Anxiety disorders are among the most common mental health conditions affecting children and teenagers. Symptoms of anxiety can be distressing for kids and disrupt their daily functioning. As a parent or caregiver, you play a critical role in supporting a child struggling with anxiety. Here are some tips on how to help:

Validate Their Feelings

Let your child know that you take their anxiety seriously. Avoid minimising or dismissing their worries as silly or ridiculous. Anxiety feels very real for them, even if the trigger seems minor to you. Validate that their feelings make sense and reassure them that you are there for them. Say things like, “I understand this feeling is scary for you. I’m here to help you through this.”

Find the Roots of Their Anxiety

Often, anxiety arises from underlying issues like bullying, academic stress, social difficulties, or other pressures. Have an open conversation to understand what’s contributing to their worries. Getting to the root causes will allow you to better address the problem. With older kids, ask them directly what’s making them anxious. For younger children, observe what situations tend to precede their anxious episodes.

Help Them Build Coping Strategies

Equip your child with healthy ways to manage anxiety. Strategies like deep breathing, visualisation, and progressive muscle relaxation can calm the body and mind. Regular exercise is also excellent for easing anxiety. Help them identify coping mechanisms that work best for them. Have them practice these strategies at home to build confidence.

Create a Calm Home Environment

Your home should be a safe space where your child feels secure and relaxed. Keep things low-key by limiting clutter, noise, and stimulation. Have regular family routines like mealtimes and bedtime. Make sure your child is getting adequate sleep and nutrition, as these are foundational for mental health. Spending quality time together as a family also strengthens the home environment.

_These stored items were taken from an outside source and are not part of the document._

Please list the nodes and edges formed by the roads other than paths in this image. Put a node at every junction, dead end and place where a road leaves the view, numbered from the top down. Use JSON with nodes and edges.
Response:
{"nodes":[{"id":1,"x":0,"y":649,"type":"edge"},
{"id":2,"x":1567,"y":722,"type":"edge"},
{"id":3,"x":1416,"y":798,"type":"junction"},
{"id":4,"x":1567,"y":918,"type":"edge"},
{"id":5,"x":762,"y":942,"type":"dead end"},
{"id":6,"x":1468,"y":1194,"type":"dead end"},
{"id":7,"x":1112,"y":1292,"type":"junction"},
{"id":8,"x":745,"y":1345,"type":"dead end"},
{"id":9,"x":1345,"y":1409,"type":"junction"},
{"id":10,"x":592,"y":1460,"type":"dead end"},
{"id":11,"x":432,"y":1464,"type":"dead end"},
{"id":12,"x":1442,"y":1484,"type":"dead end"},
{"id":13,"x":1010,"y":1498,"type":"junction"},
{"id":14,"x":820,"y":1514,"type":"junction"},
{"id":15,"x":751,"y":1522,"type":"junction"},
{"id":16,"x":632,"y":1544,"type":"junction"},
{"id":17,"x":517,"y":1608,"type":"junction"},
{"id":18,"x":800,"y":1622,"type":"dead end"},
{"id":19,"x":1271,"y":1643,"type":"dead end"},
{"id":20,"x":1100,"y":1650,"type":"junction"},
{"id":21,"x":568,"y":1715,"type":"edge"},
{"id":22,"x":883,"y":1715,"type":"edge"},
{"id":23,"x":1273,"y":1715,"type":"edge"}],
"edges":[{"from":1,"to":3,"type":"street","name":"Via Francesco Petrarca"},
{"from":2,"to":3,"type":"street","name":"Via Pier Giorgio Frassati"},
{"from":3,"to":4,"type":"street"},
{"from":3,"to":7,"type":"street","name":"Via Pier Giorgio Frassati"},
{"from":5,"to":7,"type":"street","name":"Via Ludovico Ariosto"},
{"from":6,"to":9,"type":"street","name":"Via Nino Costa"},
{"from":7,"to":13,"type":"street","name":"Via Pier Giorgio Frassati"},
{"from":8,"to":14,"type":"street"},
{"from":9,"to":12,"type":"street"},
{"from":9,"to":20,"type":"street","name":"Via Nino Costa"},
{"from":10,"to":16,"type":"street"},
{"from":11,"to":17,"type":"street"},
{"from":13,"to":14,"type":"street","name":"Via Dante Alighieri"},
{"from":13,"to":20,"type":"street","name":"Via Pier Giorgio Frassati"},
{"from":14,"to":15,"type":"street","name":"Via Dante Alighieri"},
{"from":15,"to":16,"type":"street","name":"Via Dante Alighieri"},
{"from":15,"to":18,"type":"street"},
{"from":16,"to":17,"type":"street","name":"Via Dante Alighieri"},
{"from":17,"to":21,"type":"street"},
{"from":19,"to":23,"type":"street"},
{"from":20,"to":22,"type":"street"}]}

If your child’s anxiety has become unmanageable, consider types of professional support like counselling, therapy and, in some cases, medication. If you are fostering the child, speak to the foster agency for advice.

Avoid Enabling Anxiety

It’s natural to want to protect your child from distress. However, catering to their anxiety too much can reinforce the unhealthy avoidance cycle. If your child refuses to go to school due to separation anxiety, sitting with them all day at home enables the avoidance. Similarly, allowing them to sleep with you for comfort only strengthens the anxiety over time. Support your child by encouraging them to face fears, not avoid them.

Express Encouragement and Pride

Throughout the anxiety recovery process, offer plenty of praise and encouragement. Anxiety can erode a child’s self-esteem. Bolster their confidence with compliments on how brave they are as they learn to confront fears. Let them know you believe in their ability to overcome challenges. Your unwavering support gives them the strength to keep making progress.

With compassion, patience and the right help, your child can break free from the grip of anxiety. Stay positive – with your guidance, they will learn how to manage anxious feelings in healthier ways.